In sede europea, il Reg. 1139/2018 UE ha posto al vertice del sistema l’EASA – Agenzia dell’Unione Europea per la sicurezza aerea, individuandone i compiti e dettando le norme comuni per l’aviazione civile. Il Regolamento della Commissione n. 945/2019 regola gli standards di sicurezza tecnica dei droni (safety). Il successivo Reg. della Commissione n. 947/2019, in vigore dal 31/12/2020, disciplina la registrazione, le limitazioni operative e le regole applicabili agli operatori ed ai piloti, e va a sostituire ed uniformare le disposizioni nazionali, subentrando, sul punto, ai relativi regolamenti ENAC.
Il regolamento europeo da ultimo citato fissa quale limite generale per il volo “a vista” dei droni fino a 25 kg l’altezza massima di 120 metri dal punto più vicino della superficie terrestre (Allegato al Reg., parte A, Disposizioni generali, n. 2).

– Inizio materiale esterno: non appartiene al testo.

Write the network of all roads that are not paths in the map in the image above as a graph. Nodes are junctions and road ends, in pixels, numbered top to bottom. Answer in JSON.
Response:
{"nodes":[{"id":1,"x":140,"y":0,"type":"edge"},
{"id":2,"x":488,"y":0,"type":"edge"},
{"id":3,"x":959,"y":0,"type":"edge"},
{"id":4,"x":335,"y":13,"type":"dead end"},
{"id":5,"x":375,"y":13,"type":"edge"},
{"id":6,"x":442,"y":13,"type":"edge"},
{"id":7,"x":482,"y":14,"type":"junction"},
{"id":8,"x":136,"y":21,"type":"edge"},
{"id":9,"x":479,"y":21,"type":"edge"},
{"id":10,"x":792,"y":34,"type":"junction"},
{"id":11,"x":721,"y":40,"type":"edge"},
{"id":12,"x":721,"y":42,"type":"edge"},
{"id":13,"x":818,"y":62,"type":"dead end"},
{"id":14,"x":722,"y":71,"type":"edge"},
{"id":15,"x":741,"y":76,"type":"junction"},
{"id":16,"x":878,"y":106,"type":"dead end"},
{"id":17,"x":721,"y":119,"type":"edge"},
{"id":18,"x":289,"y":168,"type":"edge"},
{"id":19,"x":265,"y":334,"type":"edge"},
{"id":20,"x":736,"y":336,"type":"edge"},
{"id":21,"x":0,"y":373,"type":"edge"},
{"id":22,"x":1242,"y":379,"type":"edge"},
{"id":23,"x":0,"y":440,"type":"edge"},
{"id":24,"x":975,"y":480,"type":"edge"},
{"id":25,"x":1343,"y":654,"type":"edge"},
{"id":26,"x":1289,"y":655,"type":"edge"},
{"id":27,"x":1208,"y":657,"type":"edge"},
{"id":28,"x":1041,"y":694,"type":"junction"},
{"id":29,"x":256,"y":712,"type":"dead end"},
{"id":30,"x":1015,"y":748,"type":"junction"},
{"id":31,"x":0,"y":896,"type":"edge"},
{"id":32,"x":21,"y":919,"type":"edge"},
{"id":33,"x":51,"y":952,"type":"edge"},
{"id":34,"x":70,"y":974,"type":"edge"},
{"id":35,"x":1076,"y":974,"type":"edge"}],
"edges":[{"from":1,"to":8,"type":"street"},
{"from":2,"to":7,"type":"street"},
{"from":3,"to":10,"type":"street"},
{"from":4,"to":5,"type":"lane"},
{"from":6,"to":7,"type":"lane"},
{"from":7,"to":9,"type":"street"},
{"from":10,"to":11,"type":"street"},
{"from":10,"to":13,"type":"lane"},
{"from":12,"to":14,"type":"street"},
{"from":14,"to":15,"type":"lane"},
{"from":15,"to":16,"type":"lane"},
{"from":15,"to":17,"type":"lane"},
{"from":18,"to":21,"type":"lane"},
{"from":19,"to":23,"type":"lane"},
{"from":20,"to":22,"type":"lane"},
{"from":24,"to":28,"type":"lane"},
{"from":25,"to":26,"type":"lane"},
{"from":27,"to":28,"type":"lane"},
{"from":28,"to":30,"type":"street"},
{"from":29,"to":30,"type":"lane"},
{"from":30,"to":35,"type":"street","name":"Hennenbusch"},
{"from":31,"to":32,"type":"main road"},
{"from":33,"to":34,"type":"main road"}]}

Tale norma è derogabile soprattutto in difetto, in presenza di particolari condizioni del suolo o del terreno o di aree destinate ad operazioni di volo di altri aeromobili, o densamente popolate o comunque specificamente individuate.
In Italia, la piattaforma D-Flight eroga i servizi per la gestione del traffico aereo a bassa quota di aeromobili a pilotaggio remoto. Attraverso la collaborazione con ENAC, D-Flight è un portale che mette a disposizione degli utenti la registrazione dei droni nella banca dati italiana e l’assegnazione del codice univoco di identificazione, nonché il reperimento delle informazioni utili per volare con i droni in sicurezza in conformità alle normative vigenti.
Le mappe disponibili su D-Flight illustrano le limitazioni all’altezza ed all’uso dei droni su tutto il territorio nazionale, indicando, in particolare modo, le aree vietate o dove il limite è inferiore a quello generale di 120 mt.
Vale la pena sottolineare che tra le aree in cui vige il divieto di utilizzo dei droni (limite metri 0 sul livello del suolo) sono compresi i parchi naturali e le zone soggette a protezione faunistica. Si tratta di territori sui quali norme nazionali o disposizioni regionali proibiscono il sorvolo.
La misura, se da un lato è comprensibile, dall’altro può concretamente rappresentare un freno al grande supporto tecnologico che i droni possono dare in queste zone, soprattutto in considerazione della difficoltà di fare agricoltura in luoghi di alto valore paesaggistico e, spesso, di speciale particolarità orografica.
Il recente decreto Mipaaf del 30/06/2020 ha finalmente dato attuazione alla previsione del Testo Unico del Vino che prevede la valorizzazione dei vigneti eroici e storici. I vigneti eroici, in particolare, sono definiti “i vigneti … situati in aree ove le condizioni orografiche creano impedimenti alla meccanizzazione o aventi particolare pregio paesaggistico o ambientale, nonché i vigneti situati nelle piccole isole” (art. 2 decreto).
Si può capire come, soprattutto in queste zone, l’uso del drone possa contribuire alla salvaguardia ed alla sopravvivenza di una viticoltura condotta in condizioni estreme, supportando concretamente il lavoro dell’uomo.
E tuttavia, molti dei vigneti c.d. eroici si trovano in aree qualificate come riserve naturali o parchi nazionali, dove il volo dei droni è vietato. È il caso per esempio delle Cinque Terre, dove si produce un famoso vino a Denominazione di Origine Controllata.
È dunque auspicabile che, in futuro, nel doveroso rispetto dell’ambiente, ed anzi proprio in funzione dei principi di sostenibilità e di risparmio di risorse che l’utilizzo dei droni può rappresentare, sia data la possibilità di utilizzare tali strumenti anche in queste zone pregiate. I droni infatti, qui più che altrove, possono dare un aiuto prezioso agli agricoltori e consentire la preservazione di un inestimabile patrimonio di conoscenze, esperienze e tradizioni produttive.